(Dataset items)

--*--

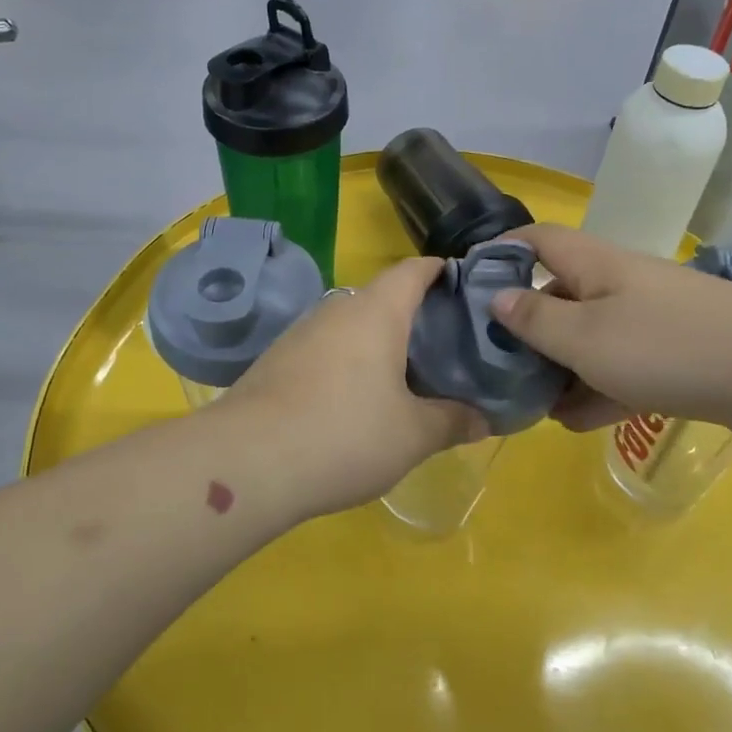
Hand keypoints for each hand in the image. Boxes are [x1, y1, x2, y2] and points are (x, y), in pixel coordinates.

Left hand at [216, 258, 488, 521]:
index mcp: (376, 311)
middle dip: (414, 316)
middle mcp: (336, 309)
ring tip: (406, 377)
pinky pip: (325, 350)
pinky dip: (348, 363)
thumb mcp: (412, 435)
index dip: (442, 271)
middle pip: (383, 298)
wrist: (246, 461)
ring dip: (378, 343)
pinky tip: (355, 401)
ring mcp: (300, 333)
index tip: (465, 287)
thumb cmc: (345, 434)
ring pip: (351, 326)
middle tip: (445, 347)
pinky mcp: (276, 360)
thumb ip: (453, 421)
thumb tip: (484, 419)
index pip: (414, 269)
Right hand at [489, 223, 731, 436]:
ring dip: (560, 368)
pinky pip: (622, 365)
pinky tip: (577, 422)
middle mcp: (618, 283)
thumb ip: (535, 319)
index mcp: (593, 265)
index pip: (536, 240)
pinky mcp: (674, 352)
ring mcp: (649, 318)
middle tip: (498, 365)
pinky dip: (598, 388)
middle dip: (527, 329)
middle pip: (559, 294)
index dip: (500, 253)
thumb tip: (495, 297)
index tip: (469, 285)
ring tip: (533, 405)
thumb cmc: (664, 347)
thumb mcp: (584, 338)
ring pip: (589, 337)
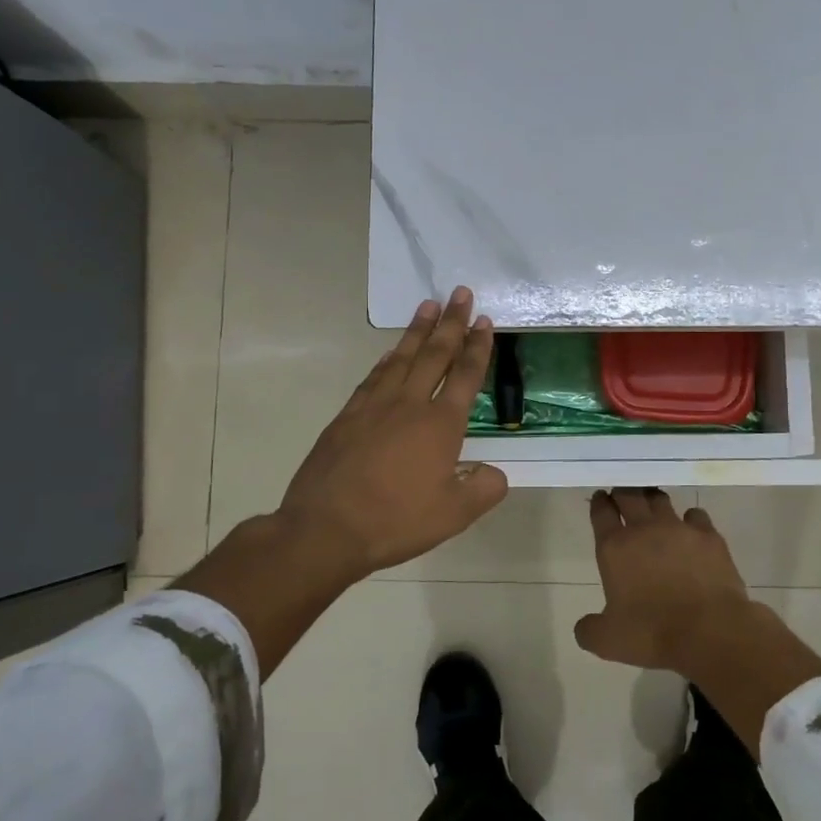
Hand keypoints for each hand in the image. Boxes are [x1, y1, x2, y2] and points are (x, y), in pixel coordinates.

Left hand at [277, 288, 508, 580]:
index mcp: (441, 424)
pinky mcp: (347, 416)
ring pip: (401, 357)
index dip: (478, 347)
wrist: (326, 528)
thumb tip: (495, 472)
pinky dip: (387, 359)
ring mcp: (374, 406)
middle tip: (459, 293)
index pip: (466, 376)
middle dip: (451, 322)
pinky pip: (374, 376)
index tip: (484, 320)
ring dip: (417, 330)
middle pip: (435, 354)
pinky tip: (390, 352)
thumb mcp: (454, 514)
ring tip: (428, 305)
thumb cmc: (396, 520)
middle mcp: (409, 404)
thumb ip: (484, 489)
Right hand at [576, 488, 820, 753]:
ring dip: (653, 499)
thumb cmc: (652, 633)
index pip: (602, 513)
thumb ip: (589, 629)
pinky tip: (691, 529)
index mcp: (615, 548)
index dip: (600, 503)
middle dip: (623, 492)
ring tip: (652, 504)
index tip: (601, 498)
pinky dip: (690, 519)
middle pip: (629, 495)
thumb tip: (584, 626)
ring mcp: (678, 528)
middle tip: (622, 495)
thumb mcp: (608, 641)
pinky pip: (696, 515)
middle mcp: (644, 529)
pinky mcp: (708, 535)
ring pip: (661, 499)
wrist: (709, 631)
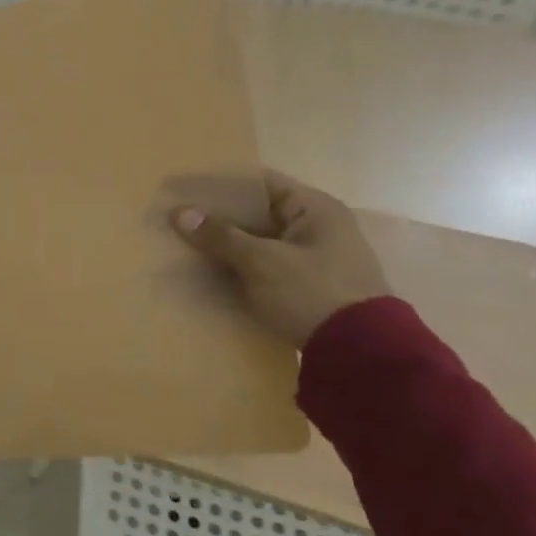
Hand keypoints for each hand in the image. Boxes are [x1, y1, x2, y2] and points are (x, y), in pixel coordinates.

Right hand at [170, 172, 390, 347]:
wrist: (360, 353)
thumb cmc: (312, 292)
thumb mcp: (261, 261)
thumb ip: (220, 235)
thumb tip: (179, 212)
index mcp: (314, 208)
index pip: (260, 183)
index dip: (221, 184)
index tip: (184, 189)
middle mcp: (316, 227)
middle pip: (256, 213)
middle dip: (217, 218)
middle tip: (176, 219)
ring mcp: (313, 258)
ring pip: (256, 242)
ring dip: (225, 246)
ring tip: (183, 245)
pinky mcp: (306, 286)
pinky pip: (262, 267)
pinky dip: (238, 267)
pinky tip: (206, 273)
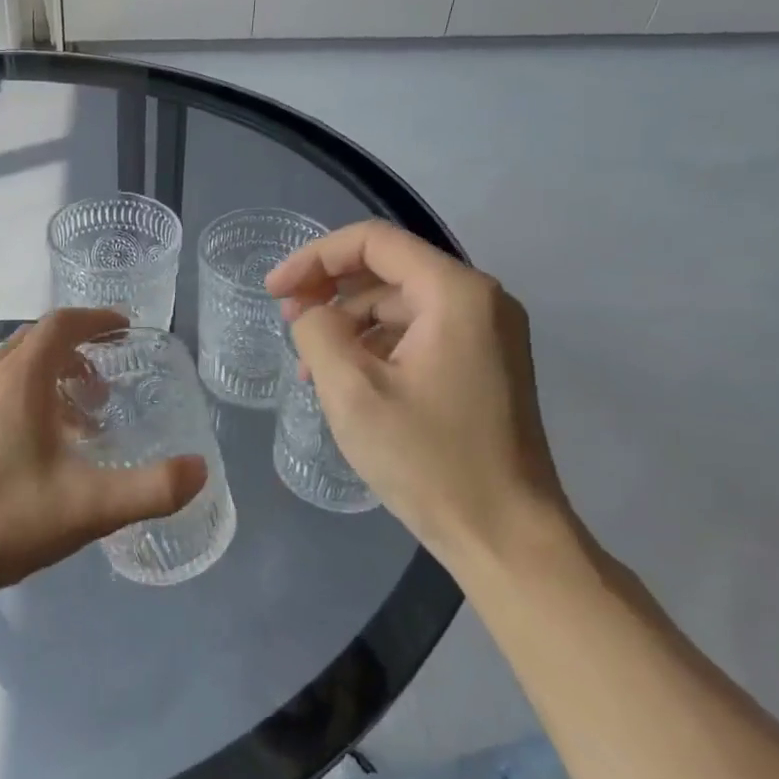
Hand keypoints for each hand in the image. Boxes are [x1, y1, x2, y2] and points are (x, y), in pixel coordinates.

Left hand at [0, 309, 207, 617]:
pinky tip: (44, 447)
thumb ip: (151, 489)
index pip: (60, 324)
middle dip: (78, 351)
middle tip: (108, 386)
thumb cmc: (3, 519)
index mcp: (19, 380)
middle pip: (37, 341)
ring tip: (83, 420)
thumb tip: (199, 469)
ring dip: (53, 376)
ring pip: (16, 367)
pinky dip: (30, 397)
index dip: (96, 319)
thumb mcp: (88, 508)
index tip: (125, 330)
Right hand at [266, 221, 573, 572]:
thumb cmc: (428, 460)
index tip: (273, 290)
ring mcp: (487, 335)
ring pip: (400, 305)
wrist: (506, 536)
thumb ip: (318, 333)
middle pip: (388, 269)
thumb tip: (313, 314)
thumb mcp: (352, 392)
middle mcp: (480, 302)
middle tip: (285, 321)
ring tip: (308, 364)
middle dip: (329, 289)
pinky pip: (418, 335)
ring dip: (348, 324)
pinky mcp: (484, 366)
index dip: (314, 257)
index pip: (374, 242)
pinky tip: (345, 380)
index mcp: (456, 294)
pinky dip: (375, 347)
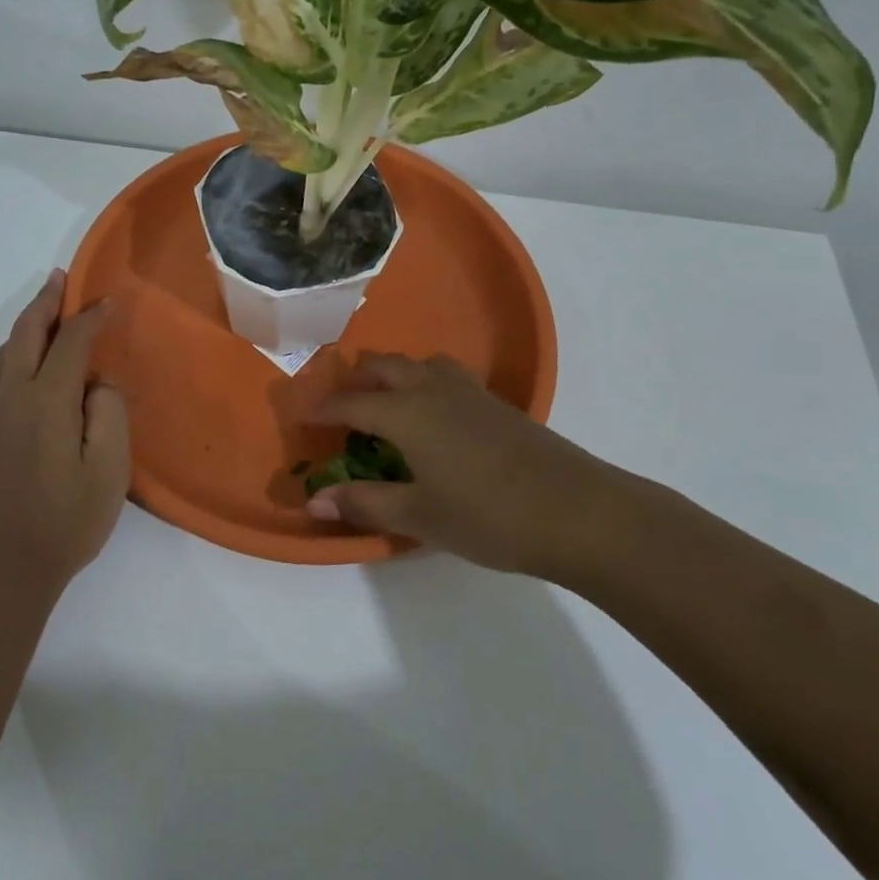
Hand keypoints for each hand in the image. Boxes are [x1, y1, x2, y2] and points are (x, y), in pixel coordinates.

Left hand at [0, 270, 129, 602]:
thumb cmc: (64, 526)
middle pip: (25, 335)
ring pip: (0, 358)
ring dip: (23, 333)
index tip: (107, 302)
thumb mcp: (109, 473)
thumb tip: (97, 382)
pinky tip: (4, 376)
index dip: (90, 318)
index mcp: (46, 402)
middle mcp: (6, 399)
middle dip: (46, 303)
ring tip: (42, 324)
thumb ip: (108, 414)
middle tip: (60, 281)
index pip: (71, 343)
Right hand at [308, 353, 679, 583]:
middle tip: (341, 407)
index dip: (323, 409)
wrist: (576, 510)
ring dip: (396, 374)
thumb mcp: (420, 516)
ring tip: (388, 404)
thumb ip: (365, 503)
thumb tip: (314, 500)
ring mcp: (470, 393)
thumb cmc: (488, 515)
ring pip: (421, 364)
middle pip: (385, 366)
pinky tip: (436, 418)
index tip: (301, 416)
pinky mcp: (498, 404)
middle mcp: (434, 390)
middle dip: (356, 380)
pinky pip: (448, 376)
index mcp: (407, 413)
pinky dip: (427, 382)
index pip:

--*--

## Task to complete
From the line that has "index pip: (260, 183)" through the line that has "pinky mcp: (306, 286)", copy every line exactly as it appears above, and leave out all others.

## Answer area
index pip: (260, 183)
index dip: (221, 184)
index tip: (184, 189)
middle mcp: (316, 227)
middle pip: (256, 213)
middle dip: (217, 218)
middle tip: (176, 219)
ring mcp: (313, 258)
ring pip: (256, 242)
ring dip: (225, 246)
ring tip: (183, 245)
pinky mcp: (306, 286)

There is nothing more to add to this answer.